Harbor View, a neighborhood of about 500 homes sandwiched between Boca Ciega Bay and Park Boulevard, is one of those.
It's an extremely desirable area, Rich Rippetoe, real estate agent with Coldwell Banker Sun Vista Realty, said.
"When a home becomes available in Harbor View, it's gone," he said.
Its low-lying nature — about half the homes are in a flood zone, Rippetoe said — doesn't deter people who want to be close to the beach, send their children to highly rated schools or live off the beaten path.
"It's a safe neighborhood. The only people who turn in there are people who live there," he said.

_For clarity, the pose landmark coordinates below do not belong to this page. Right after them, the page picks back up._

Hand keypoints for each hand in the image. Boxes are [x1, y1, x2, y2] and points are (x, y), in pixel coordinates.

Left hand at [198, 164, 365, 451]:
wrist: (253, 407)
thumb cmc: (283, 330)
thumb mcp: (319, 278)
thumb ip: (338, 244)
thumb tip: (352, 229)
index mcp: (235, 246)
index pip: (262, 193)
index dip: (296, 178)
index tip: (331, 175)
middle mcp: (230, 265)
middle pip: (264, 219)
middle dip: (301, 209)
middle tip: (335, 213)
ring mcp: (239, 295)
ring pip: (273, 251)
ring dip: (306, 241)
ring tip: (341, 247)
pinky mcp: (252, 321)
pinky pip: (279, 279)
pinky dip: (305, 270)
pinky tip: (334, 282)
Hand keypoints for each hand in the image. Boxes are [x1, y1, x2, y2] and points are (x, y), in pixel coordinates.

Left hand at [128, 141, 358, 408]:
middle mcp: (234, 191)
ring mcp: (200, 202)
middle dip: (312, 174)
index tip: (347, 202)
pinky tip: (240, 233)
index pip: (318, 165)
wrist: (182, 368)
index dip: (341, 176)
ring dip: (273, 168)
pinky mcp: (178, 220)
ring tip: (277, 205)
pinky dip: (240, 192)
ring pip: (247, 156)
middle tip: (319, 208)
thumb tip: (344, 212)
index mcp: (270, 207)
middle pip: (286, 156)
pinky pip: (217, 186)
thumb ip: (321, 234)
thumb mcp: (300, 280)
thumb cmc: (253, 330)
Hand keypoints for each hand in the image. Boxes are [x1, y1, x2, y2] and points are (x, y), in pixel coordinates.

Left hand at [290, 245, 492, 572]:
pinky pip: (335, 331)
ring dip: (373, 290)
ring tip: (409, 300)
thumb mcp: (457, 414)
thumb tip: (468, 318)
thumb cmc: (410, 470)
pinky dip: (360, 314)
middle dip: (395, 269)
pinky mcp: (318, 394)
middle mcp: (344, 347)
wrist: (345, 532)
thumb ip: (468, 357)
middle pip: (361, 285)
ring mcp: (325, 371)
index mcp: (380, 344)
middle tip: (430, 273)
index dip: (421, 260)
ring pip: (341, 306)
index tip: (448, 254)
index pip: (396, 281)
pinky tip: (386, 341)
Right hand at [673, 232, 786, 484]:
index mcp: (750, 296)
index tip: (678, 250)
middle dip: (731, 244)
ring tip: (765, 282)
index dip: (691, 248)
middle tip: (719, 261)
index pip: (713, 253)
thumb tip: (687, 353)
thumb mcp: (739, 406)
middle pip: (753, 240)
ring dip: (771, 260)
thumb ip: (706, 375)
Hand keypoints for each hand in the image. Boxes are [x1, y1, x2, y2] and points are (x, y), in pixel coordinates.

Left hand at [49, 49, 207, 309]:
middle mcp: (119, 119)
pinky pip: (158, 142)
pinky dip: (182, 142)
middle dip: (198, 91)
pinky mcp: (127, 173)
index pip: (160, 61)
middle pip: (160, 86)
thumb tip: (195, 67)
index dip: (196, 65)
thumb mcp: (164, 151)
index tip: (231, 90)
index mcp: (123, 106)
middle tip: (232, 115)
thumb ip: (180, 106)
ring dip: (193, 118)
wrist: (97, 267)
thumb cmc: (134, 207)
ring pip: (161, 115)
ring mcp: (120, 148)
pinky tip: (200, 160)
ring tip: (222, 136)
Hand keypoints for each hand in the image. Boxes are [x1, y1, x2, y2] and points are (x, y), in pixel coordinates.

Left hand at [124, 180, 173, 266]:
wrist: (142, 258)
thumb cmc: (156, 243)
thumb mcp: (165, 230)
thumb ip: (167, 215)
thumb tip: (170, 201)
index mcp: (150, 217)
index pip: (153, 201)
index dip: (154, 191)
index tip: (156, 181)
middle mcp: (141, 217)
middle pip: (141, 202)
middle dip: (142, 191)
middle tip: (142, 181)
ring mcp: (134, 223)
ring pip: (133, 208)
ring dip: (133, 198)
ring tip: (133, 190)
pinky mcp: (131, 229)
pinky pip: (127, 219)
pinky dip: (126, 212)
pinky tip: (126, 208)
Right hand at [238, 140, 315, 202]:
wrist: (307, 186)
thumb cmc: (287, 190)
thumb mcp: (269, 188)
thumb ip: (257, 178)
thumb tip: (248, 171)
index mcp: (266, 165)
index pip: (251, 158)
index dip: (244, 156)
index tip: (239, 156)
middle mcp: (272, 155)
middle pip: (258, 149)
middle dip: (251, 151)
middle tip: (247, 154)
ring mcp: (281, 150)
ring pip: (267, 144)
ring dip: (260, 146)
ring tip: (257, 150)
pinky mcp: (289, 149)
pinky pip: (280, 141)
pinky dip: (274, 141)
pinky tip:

Most of the homes, which are by no means cookie-cutter, were built in the 1980s and '90s, so it's a mature neighborhood with lots of trees.
Heather and Chris Mariscal and their two young children, Isaac, 4, and Weston, 2, are one of those families who wanted the seclusion that Harbor View offers.
The Mariscals grew up in Seminole, not far from Harbor View, and moved to St. Petersburg after they got married. However, when they started their family, they wanted to be back in Seminole.
And so, they bought a stilt home on one of the tree-lined streets two years ago and love being back in the town in which they grew up.
"We used to ride our bikes to the beach," Heather Mariscal said. "My husband was a surfer. He'd stick his board under his arm and ride off on his bicycle.
"I'm sure our boys will do that someday, too," she said.
They bought their home, which was built in 1990, from its original owners who had the foresight to put the house up on stilts. Back then it was not required, but it has really helped the Mariscals save money on flood insurance. Regulations today require houses near the water in flood zones to be built on stilts or have a first floor that is not used as living space.
Nearby parks were also a draw for the Mariscal family. She said they spend a lot of time in both Boca Ciega Millennium Park on 74th Avenue N and Lake Seminole Park on Park Boulevard.
Millennium Park is all about nature with a boardwalk winding through the mangroves. Mariscal said her sons love to listen to the birds and catch lizards there. The family also kayaks from the launch site at the park.
Lake Seminole Park is where they go to ride bikes, play on the playground, have birthday parties and ride personal watercraft — but they don't swim in the lake.
"We would," Mariscal joked, "but there are a lot of alligators in it."